Institute of Medical Systems Biology, Ulm University, Albert-Einstein-Allee 11, 89081 Ulm, Germany.
Institute of Neural Information Processing, Ulm University, James-Frank-Ring, 89081 Ulm, Germany.
Sensors (Basel). 2020 Feb 4;20(3):839. doi: 10.3390/s20030839.
Several approaches have been proposed for the analysis of pain-related facial expressions. These approaches range from common classification architectures based on a set of carefully designed handcrafted features, to deep neural networks characterised by an autonomous extraction of relevant facial descriptors and simultaneous optimisation of a classification architecture. In the current work, an end-to-end approach based on attention networks for the analysis and recognition of pain-related facial expressions is proposed. The method combines both spatial and temporal aspects of facial expressions through a weighted aggregation of attention-based neural networks' outputs, based on sequences of Motion History Images (MHIs) and Optical Flow Images (OFIs). Each input stream is fed into a specific attention network consisting of a Convolutional Neural Network (CNN) coupled to a Bidirectional Long Short-Term Memory (BiLSTM) Recurrent Neural Network (RNN). An attention mechanism generates a single weighted representation of each input stream (MHI sequence and OFI sequence), which is subsequently used to perform specific classification tasks. Simultaneously, a weighted aggregation of the classification scores specific to each input stream is performed to generate a final classification output. The assessment conducted on both the and points at the relevance of the proposed approach, as its classification performance is on par with state-of-the-art classification approaches proposed in the literature.

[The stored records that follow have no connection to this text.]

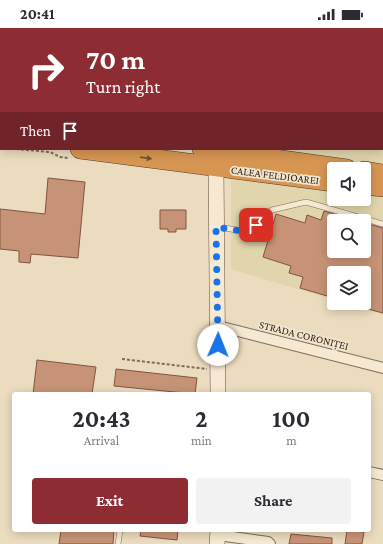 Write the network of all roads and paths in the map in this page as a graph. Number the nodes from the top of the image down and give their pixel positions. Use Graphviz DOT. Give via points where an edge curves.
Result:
graph roads {
  1 [pos="27,150"];
  2 [pos="203,150"];
  3 [pos="208,150"];
  4 [pos="74,153"];
  5 [pos="216,168"];
  6 [pos="327,171"];
  7 [pos="371,172"];
  8 [pos="327,173"];
  9 [pos="383,174"];
  10 [pos="371,186"];
  11 [pos="383,187"];
  12 [pos="383,224"];
  13 [pos="216,227"];
  14 [pos="218,326"];
  15 [pos="122,359"];
  16 [pos="383,368"];
  17 [pos="218,370"];
  18 [pos="218,392"];
  19 [pos="371,472"];
  20 [pos="383,475"];
  21 [pos="120,532"];
  22 [pos="218,536"];
  23 [pos="118,544"];
  24 [pos="270,544"];
  1 -- 4 [label="path" via="50,152 60,157"];
  2 -- 5 [label="street" via="213,158"];
  3 -- 6 [label="highway, CALEA FELDIOAREI"];
  4 -- 5 [label="highway, CALEA FELDIOAREI, one-way"];
  5 -- 8 [label="highway, CALEA FELDIOAREI" via="223,161"];
  5 -- 13 [label="street"];
  7 -- 9 [label="highway"];
  10 -- 11 [label="highway"];
  12 -- 13 [label="lane" via="306,202 272,210 248,232"];
  13 -- 14 [label="street"];
  14 -- 16 [label="street, STRADA CORONIȚEI"];
  14 -- 17 [label="street"];
  15 -- 17 [label="path"];
  17 -- 18 [label="street"];
  19 -- 20 [label="street"];
  21 -- 23 [label="lane"];
  22 -- 24 [label="street"];
}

已经提出了几种用于分析与疼痛相关的面部表情的方法。这些方法范围从基于一组精心设计的手工制作特征的常见分类架构,到具有自主提取相关面部描述符和同时优化分类架构的深度神经网络。在当前的工作中,提出了一种基于注意力网络的端到端方法,用于分析和识别与疼痛相关的面部表情。该方法通过基于运动历史图像(MHI)和光流图像(OFIs)序列的基于注意力的神经网络输出的加权聚合,结合了面部表情的空间和时间方面。每个输入流都被馈送到特定的注意力网络中,该网络由卷积神经网络(CNN)与双向长短期记忆(BiLSTM)递归神经网络(RNN)耦合而成。注意力机制为每个输入流(MHI 序列和 OFI 序列)生成单个加权表示,随后用于执行特定的分类任务。同时,对每个输入流的分类分数进行加权聚合,以生成最终的分类输出。在 和 点上进行的评估表明了所提出方法的相关性,因为其分类性能与文献中提出的最先进的分类方法相当。